Work instructions - Repeat the records word for word, excluding any picture.

(Collection entries)
****************

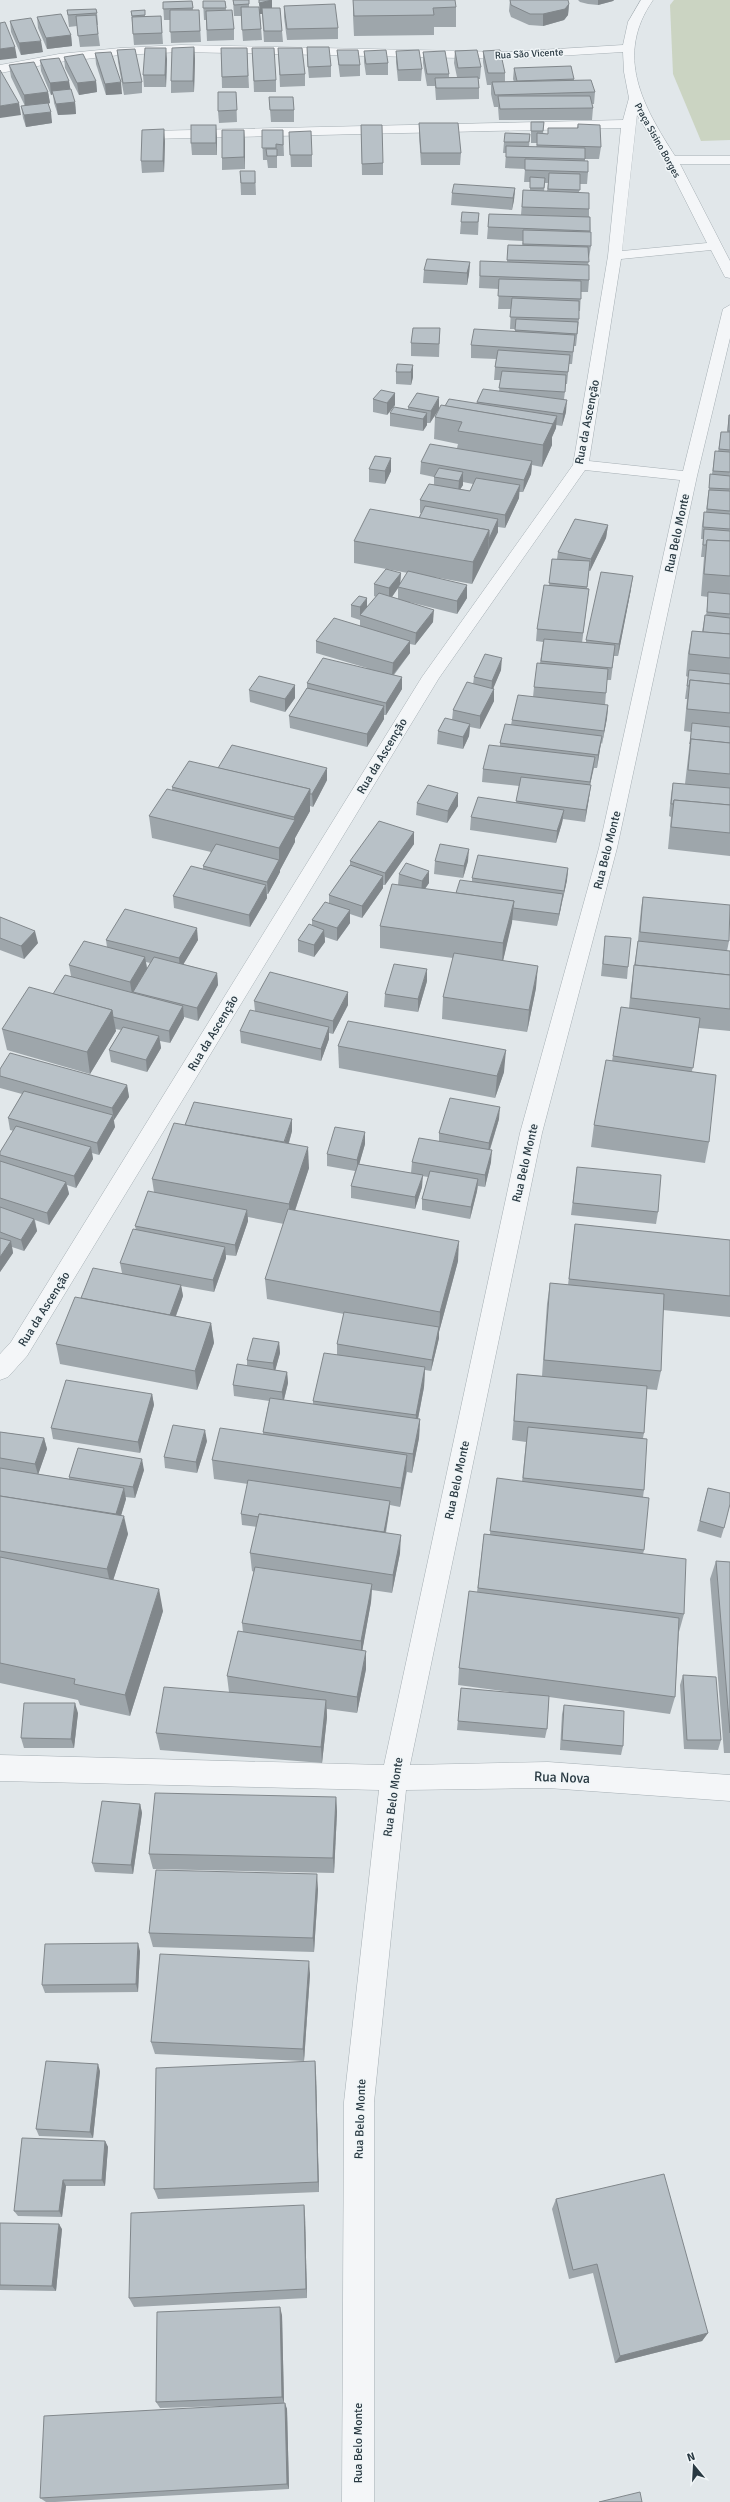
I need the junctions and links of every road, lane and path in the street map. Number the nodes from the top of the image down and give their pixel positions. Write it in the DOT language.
graph roads {
  1 [pos="647,0"];
  2 [pos="628,48"];
  3 [pos="0,69"];
  4 [pos="635,99"];
  5 [pos="628,124"];
  6 [pos="150,135"];
  7 [pos="671,160"];
  8 [pos="730,160"];
  9 [pos="715,246"];
  10 [pos="614,256"];
  11 [pos="730,274"];
  12 [pos="730,309"];
  13 [pos="581,465"];
  14 [pos="689,476"];
  15 [pos="0,1370"];
  16 [pos="0,1768"];
  17 [pos="394,1778"];
  18 [pos="730,1788"];
  19 [pos="358,2502"];
  1 -- 2 [label="street, Praça Sisino Borges"];
  2 -- 3 [label="street, Rua São Vicente"];
  2 -- 4 [label="street, Praça Sisino Borges"];
  4 -- 5 [label="street, Rua da Ascenção"];
  4 -- 7 [label="street, Praça Sisino Borges"];
  5 -- 6 [label="street"];
  5 -- 10 [label="street, Rua da Ascenção"];
  7 -- 8 [label="street"];
  7 -- 9 [label="street, Praça Sisino Borges"];
  9 -- 10 [label="street"];
  9 -- 11 [label="street, Praça Sisino Borges"];
  10 -- 13 [label="street, Rua da Ascenção"];
  12 -- 14 [label="street"];
  13 -- 14 [label="street"];
  13 -- 15 [label="street, Rua da Ascenção"];
  14 -- 17 [label="street, Rua Belo Monte"];
  16 -- 17 [label="street, Rua Nova"];
  17 -- 18 [label="street, Rua Nova"];
  17 -- 19 [label="street, Rua Belo Monte"];
}
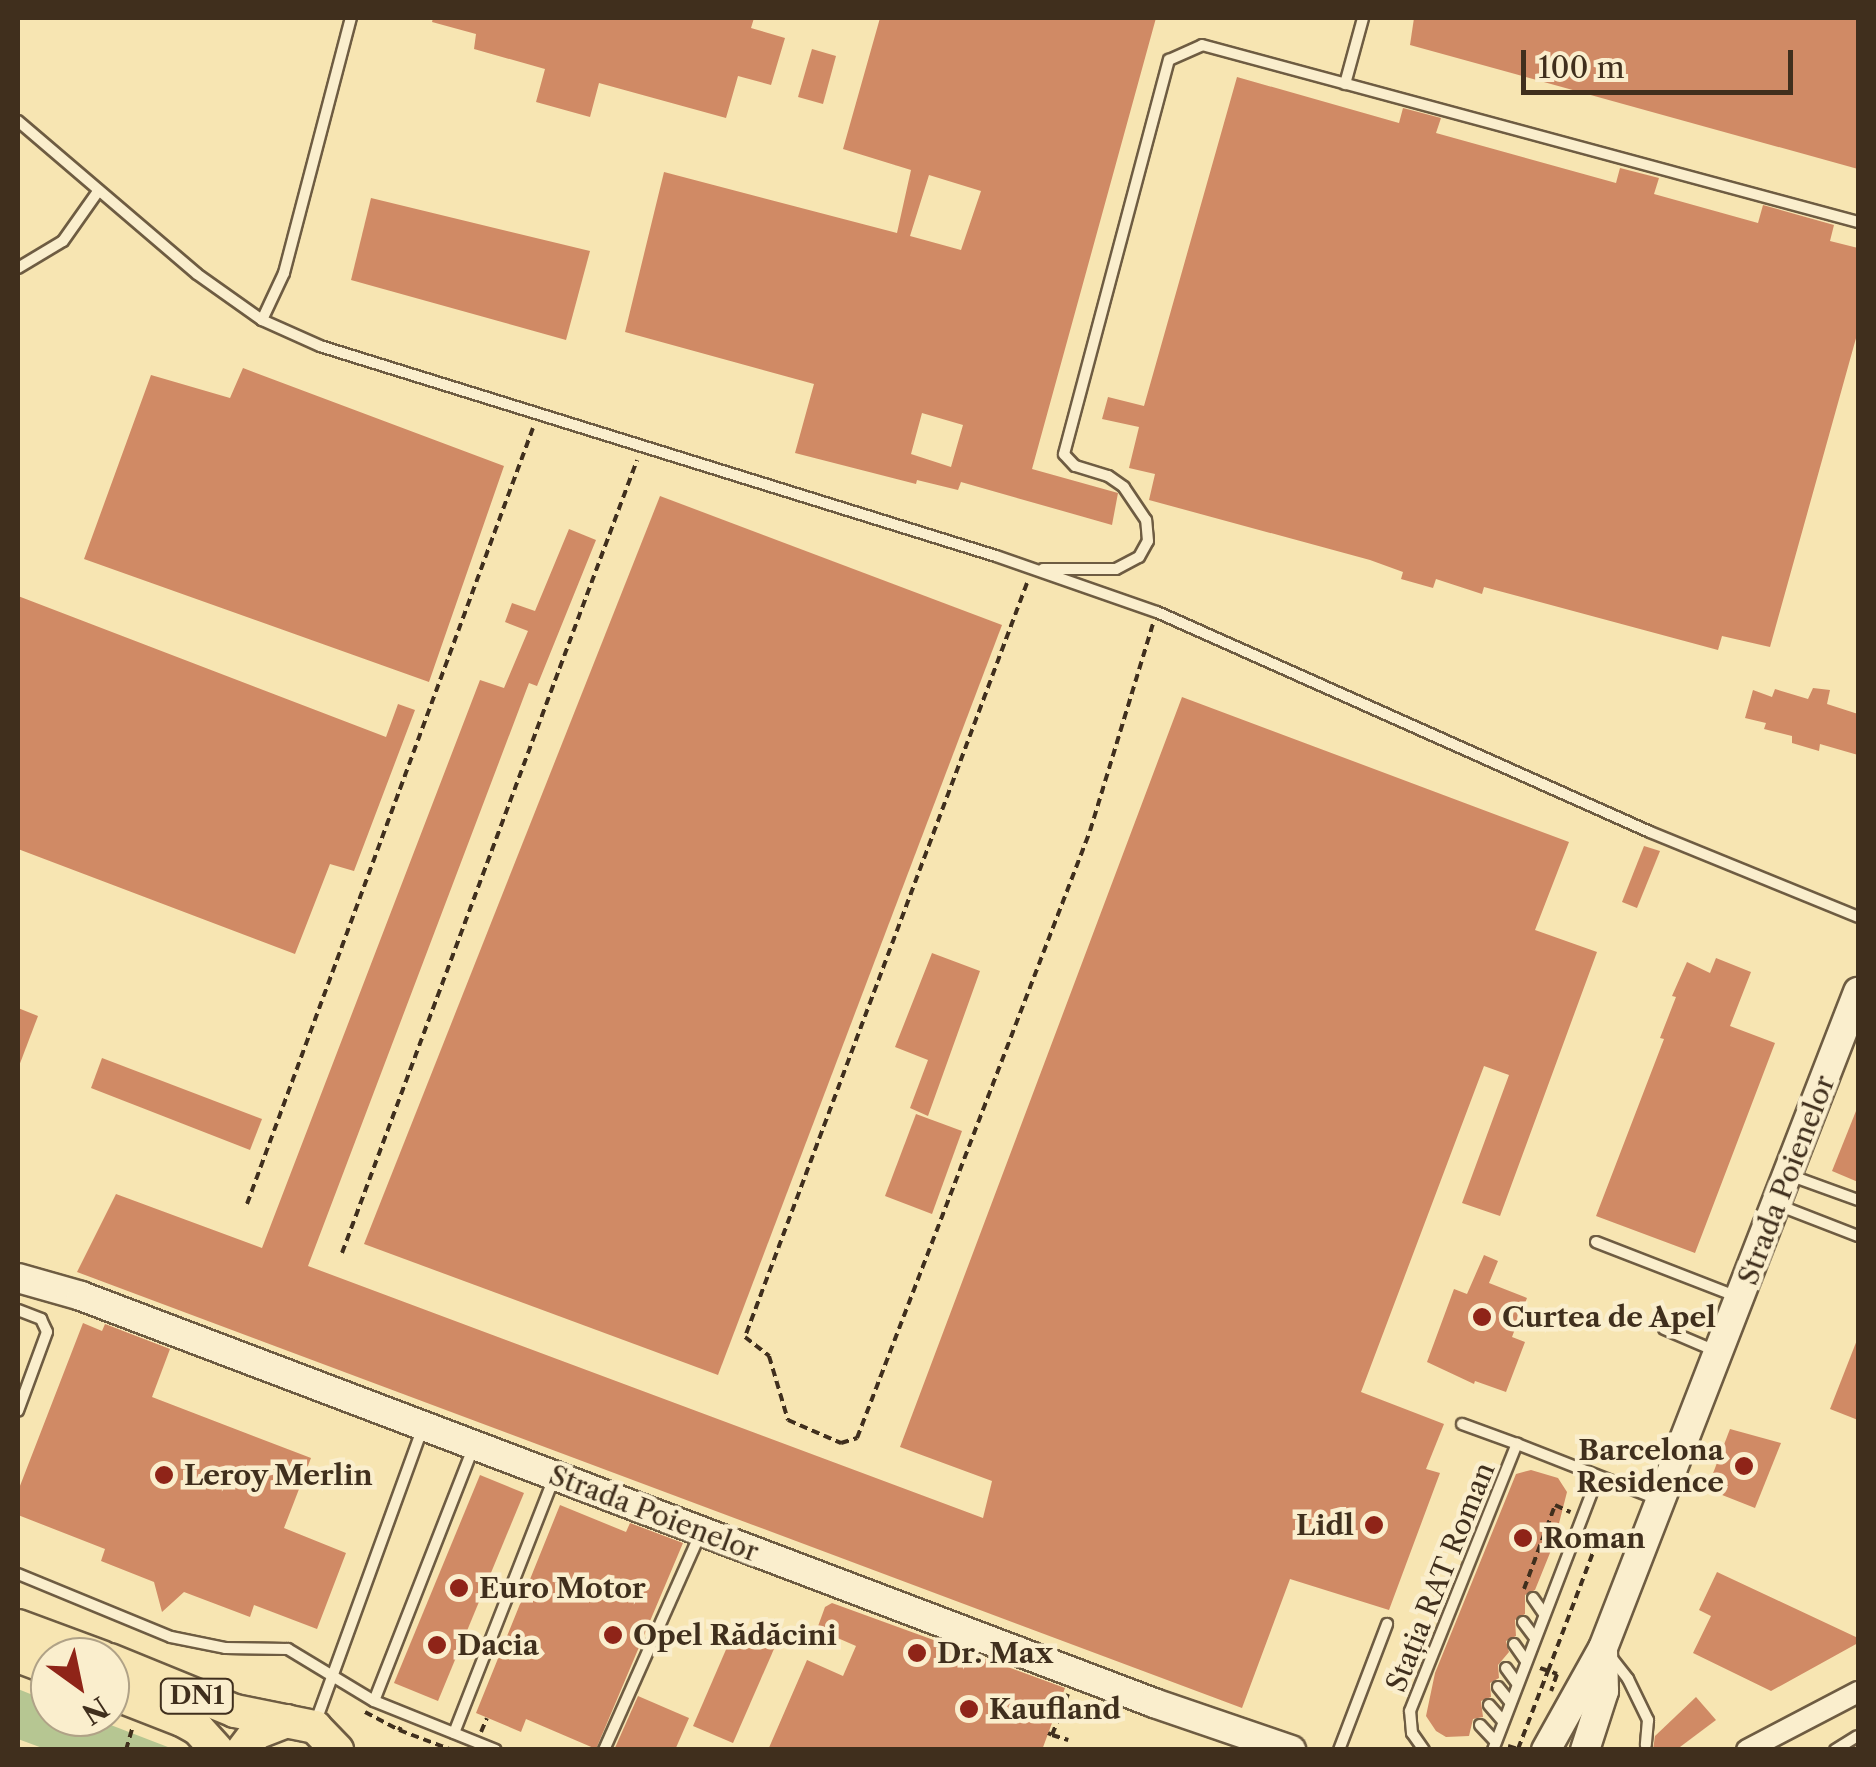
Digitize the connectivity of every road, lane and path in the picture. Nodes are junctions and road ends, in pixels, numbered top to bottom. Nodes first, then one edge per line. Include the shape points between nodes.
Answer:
1 (348, 18) edge
2 (1363, 18) edge
3 (1344, 84) junction
4 (18, 121) edge
5 (99, 190) junction
6 (1858, 222) edge
7 (18, 268) edge
8 (262, 320) junction
9 (538, 414) junction
10 (642, 446) junction
11 (1033, 569) junction
12 (1156, 612) junction
13 (1858, 917) edge
14 (1858, 992) edge
15 (1788, 1175) junction
16 (1858, 1200) edge
17 (246, 1204) dead end
18 (1777, 1205) junction
19 (1858, 1236) edge
20 (1596, 1242) dead end
21 (342, 1253) dead end
22 (18, 1278) edge
23 (1740, 1298) junction
24 (18, 1310) edge
25 (1664, 1329) dead end
26 (1719, 1353) junction
27 (18, 1411) edge
28 (1462, 1424) dead end
29 (423, 1427) junction
30 (1517, 1444) junction
31 (474, 1446) junction
32 (555, 1476) junction
33 (1598, 1476) junction
34 (1661, 1500) junction
35 (1582, 1517) junction
36 (701, 1531) junction
37 (18, 1574) edge
38 (1533, 1598) dead end
39 (1520, 1599) dead end
40 (1544, 1614) junction
41 (1523, 1622) dead end
42 (1387, 1624) dead end
43 (18, 1626) edge
44 (48, 1637) edge
45 (1535, 1638) junction
46 (1514, 1644) dead end
47 (1603, 1648) junction
48 (1526, 1661) junction
49 (130, 1668) edge
50 (1506, 1668) dead end
51 (331, 1678) junction
52 (1074, 1680) dead end
53 (1518, 1683) junction
54 (1498, 1687) dead end
55 (1858, 1692) edge
56 (130, 1700) edge
57 (374, 1701) junction
58 (1510, 1702) junction
59 (1489, 1705) dead end
60 (1502, 1722) junction
61 (1480, 1724) dead end
62 (133, 1726) dead end
63 (454, 1732) junction
64 (1856, 1736) edge
65 (326, 1738) edge
66 (1068, 1740) dead end
67 (1494, 1745) edge
68 (1646, 1745) dead end
69 (126, 1750) edge
70 (217, 1750) edge
71 (243, 1750) edge
72 (496, 1750) edge
73 (604, 1750) edge
74 (1291, 1750) edge
75 (1338, 1750) edge
76 (1424, 1750) edge
77 (1506, 1750) edge
78 (1546, 1750) edge
79 (1584, 1750) edge
80 (1747, 1750) edge
81 (1835, 1750) edge

1 - 8 lane via 284,273
2 - 3 lane
3 - 6 lane
3 - 11 lane via 1202,45 1169,60 1064,454 1075,466 1124,487 1146,520 1148,541 1138,557 1116,569
4 - 5 lane
5 - 7 lane via 63,240
5 - 8 lane
8 - 9 lane via 320,346
9 - 10 lane
9 - 17 path
10 - 11 lane
10 - 21 path
11 - 12 lane
11 - 12 path via 745,1337 769,1356 788,1420 840,1443 857,1438 1090,830
12 - 13 lane
14 - 15 street, Strada Poienelor
15 - 16 lane
15 - 18 street, Strada Poienelor
18 - 19 lane
18 - 23 street, Strada Poienelor
20 - 23 lane
22 - 29 street, Strada Poienelor
23 - 26 street, Strada Poienelor
24 - 27 lane via 41,1318 47,1332
25 - 26 lane
26 - 34 street, Strada Poienelor
28 - 30 lane
29 - 31 street, Strada Poienelor
29 - 51 lane
30 - 33 lane, Stația RAT Roman
30 - 76 lane, Stația RAT Roman via 1410,1712 1412,1733
31 - 32 street, Strada Poienelor
31 - 57 lane
32 - 36 street, Strada Poienelor
32 - 63 lane
33 - 34 lane, Stația RAT Roman
33 - 35 lane
34 - 47 street, Strada Poienelor
35 - 39 path via 1556,1506
35 - 40 lane
35 - 77 path via 1595,1522 1589,1534 1599,1537 1518,1749 1505,1744
36 - 73 lane
36 - 74 street, Strada Poienelor
37 - 51 lane via 171,1637 225,1648 288,1649
38 - 40 lane
40 - 45 lane
41 - 45 lane
42 - 75 lane
43 - 44 main road
45 - 48 lane
46 - 48 lane
47 - 68 lane via 1638,1696 1648,1720
47 - 78 street, Strada Poienelor
47 - 79 street, Strada Poienelor via 1604,1691
48 - 53 lane
49 - 65 main road, DN1 via 235,1711
50 - 53 lane
51 - 57 lane
51 - 65 lane
52 - 66 path via 1050,1734
53 - 58 lane
54 - 58 lane
55 - 80 street
56 - 70 main road, DN1 via 198,1729
57 - 63 lane
58 - 60 lane
59 - 60 lane
60 - 67 lane
61 - 67 lane
62 - 69 path
63 - 72 lane
64 - 81 lane
65 - 71 main road, DN1 via 256,1733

****************

Solution -
I need the junctions and links of every road, lane and path in the street map. Number the nodes from the top of the image down and give their pixel positions. Write it in the DOT language.
graph roads {
  1 [pos="647,0"];
  2 [pos="628,48"];
  3 [pos="0,69"];
  4 [pos="635,99"];
  5 [pos="628,124"];
  6 [pos="150,135"];
  7 [pos="671,160"];
  8 [pos="730,160"];
  9 [pos="715,246"];
  10 [pos="614,256"];
  11 [pos="730,274"];
  12 [pos="730,309"];
  13 [pos="581,465"];
  14 [pos="689,476"];
  15 [pos="0,1370"];
  16 [pos="0,1768"];
  17 [pos="394,1778"];
  18 [pos="730,1788"];
  19 [pos="358,2502"];
  1 -- 2 [label="street, Praça Sisino Borges"];
  2 -- 3 [label="street, Rua São Vicente"];
  2 -- 4 [label="street, Praça Sisino Borges"];
  4 -- 5 [label="street, Rua da Ascenção"];
  4 -- 7 [label="street, Praça Sisino Borges"];
  5 -- 6 [label="street"];
  5 -- 10 [label="street, Rua da Ascenção"];
  7 -- 8 [label="street"];
  7 -- 9 [label="street, Praça Sisino Borges"];
  9 -- 10 [label="street"];
  9 -- 11 [label="street, Praça Sisino Borges"];
  10 -- 13 [label="street, Rua da Ascenção"];
  12 -- 14 [label="street"];
  13 -- 14 [label="street"];
  13 -- 15 [label="street, Rua da Ascenção"];
  14 -- 17 [label="street, Rua Belo Monte"];
  16 -- 17 [label="street, Rua Nova"];
  17 -- 18 [label="street, Rua Nova"];
  17 -- 19 [label="street, Rua Belo Monte"];
}
Digitize the connectivity of every road, lane and path in the picture. Nodes are junctions and road ends, in pixels, numbered top to bottom. Nodes first, then one edge per line. Include the shape points between nodes.
Answer:
1 (348, 18) edge
2 (1363, 18) edge
3 (1344, 84) junction
4 (18, 121) edge
5 (99, 190) junction
6 (1858, 222) edge
7 (18, 268) edge
8 (262, 320) junction
9 (538, 414) junction
10 (642, 446) junction
11 (1033, 569) junction
12 (1156, 612) junction
13 (1858, 917) edge
14 (1858, 992) edge
15 (1788, 1175) junction
16 (1858, 1200) edge
17 (246, 1204) dead end
18 (1777, 1205) junction
19 (1858, 1236) edge
20 (1596, 1242) dead end
21 (342, 1253) dead end
22 (18, 1278) edge
23 (1740, 1298) junction
24 (18, 1310) edge
25 (1664, 1329) dead end
26 (1719, 1353) junction
27 (18, 1411) edge
28 (1462, 1424) dead end
29 (423, 1427) junction
30 (1517, 1444) junction
31 (474, 1446) junction
32 (555, 1476) junction
33 (1598, 1476) junction
34 (1661, 1500) junction
35 (1582, 1517) junction
36 (701, 1531) junction
37 (18, 1574) edge
38 (1533, 1598) dead end
39 (1520, 1599) dead end
40 (1544, 1614) junction
41 (1523, 1622) dead end
42 (1387, 1624) dead end
43 (18, 1626) edge
44 (48, 1637) edge
45 (1535, 1638) junction
46 (1514, 1644) dead end
47 (1603, 1648) junction
48 (1526, 1661) junction
49 (130, 1668) edge
50 (1506, 1668) dead end
51 (331, 1678) junction
52 (1074, 1680) dead end
53 (1518, 1683) junction
54 (1498, 1687) dead end
55 (1858, 1692) edge
56 (130, 1700) edge
57 (374, 1701) junction
58 (1510, 1702) junction
59 (1489, 1705) dead end
60 (1502, 1722) junction
61 (1480, 1724) dead end
62 (133, 1726) dead end
63 (454, 1732) junction
64 (1856, 1736) edge
65 (326, 1738) edge
66 (1068, 1740) dead end
67 (1494, 1745) edge
68 (1646, 1745) dead end
69 (126, 1750) edge
70 (217, 1750) edge
71 (243, 1750) edge
72 (496, 1750) edge
73 (604, 1750) edge
74 (1291, 1750) edge
75 (1338, 1750) edge
76 (1424, 1750) edge
77 (1506, 1750) edge
78 (1546, 1750) edge
79 (1584, 1750) edge
80 (1747, 1750) edge
81 (1835, 1750) edge

1 - 8 lane via 284,273
2 - 3 lane
3 - 6 lane
3 - 11 lane via 1202,45 1169,60 1064,454 1075,466 1124,487 1146,520 1148,541 1138,557 1116,569
4 - 5 lane
5 - 7 lane via 63,240
5 - 8 lane
8 - 9 lane via 320,346
9 - 10 lane
9 - 17 path
10 - 11 lane
10 - 21 path
11 - 12 lane
11 - 12 path via 745,1337 769,1356 788,1420 840,1443 857,1438 1090,830
12 - 13 lane
14 - 15 street, Strada Poienelor
15 - 16 lane
15 - 18 street, Strada Poienelor
18 - 19 lane
18 - 23 street, Strada Poienelor
20 - 23 lane
22 - 29 street, Strada Poienelor
23 - 26 street, Strada Poienelor
24 - 27 lane via 41,1318 47,1332
25 - 26 lane
26 - 34 street, Strada Poienelor
28 - 30 lane
29 - 31 street, Strada Poienelor
29 - 51 lane
30 - 33 lane, Stația RAT Roman
30 - 76 lane, Stația RAT Roman via 1410,1712 1412,1733
31 - 32 street, Strada Poienelor
31 - 57 lane
32 - 36 street, Strada Poienelor
32 - 63 lane
33 - 34 lane, Stația RAT Roman
33 - 35 lane
34 - 47 street, Strada Poienelor
35 - 39 path via 1556,1506
35 - 40 lane
35 - 77 path via 1595,1522 1589,1534 1599,1537 1518,1749 1505,1744
36 - 73 lane
36 - 74 street, Strada Poienelor
37 - 51 lane via 171,1637 225,1648 288,1649
38 - 40 lane
40 - 45 lane
41 - 45 lane
42 - 75 lane
43 - 44 main road
45 - 48 lane
46 - 48 lane
47 - 68 lane via 1638,1696 1648,1720
47 - 78 street, Strada Poienelor
47 - 79 street, Strada Poienelor via 1604,1691
48 - 53 lane
49 - 65 main road, DN1 via 235,1711
50 - 53 lane
51 - 57 lane
51 - 65 lane
52 - 66 path via 1050,1734
53 - 58 lane
54 - 58 lane
55 - 80 street
56 - 70 main road, DN1 via 198,1729
57 - 63 lane
58 - 60 lane
59 - 60 lane
60 - 67 lane
61 - 67 lane
62 - 69 path
63 - 72 lane
64 - 81 lane
65 - 71 main road, DN1 via 256,1733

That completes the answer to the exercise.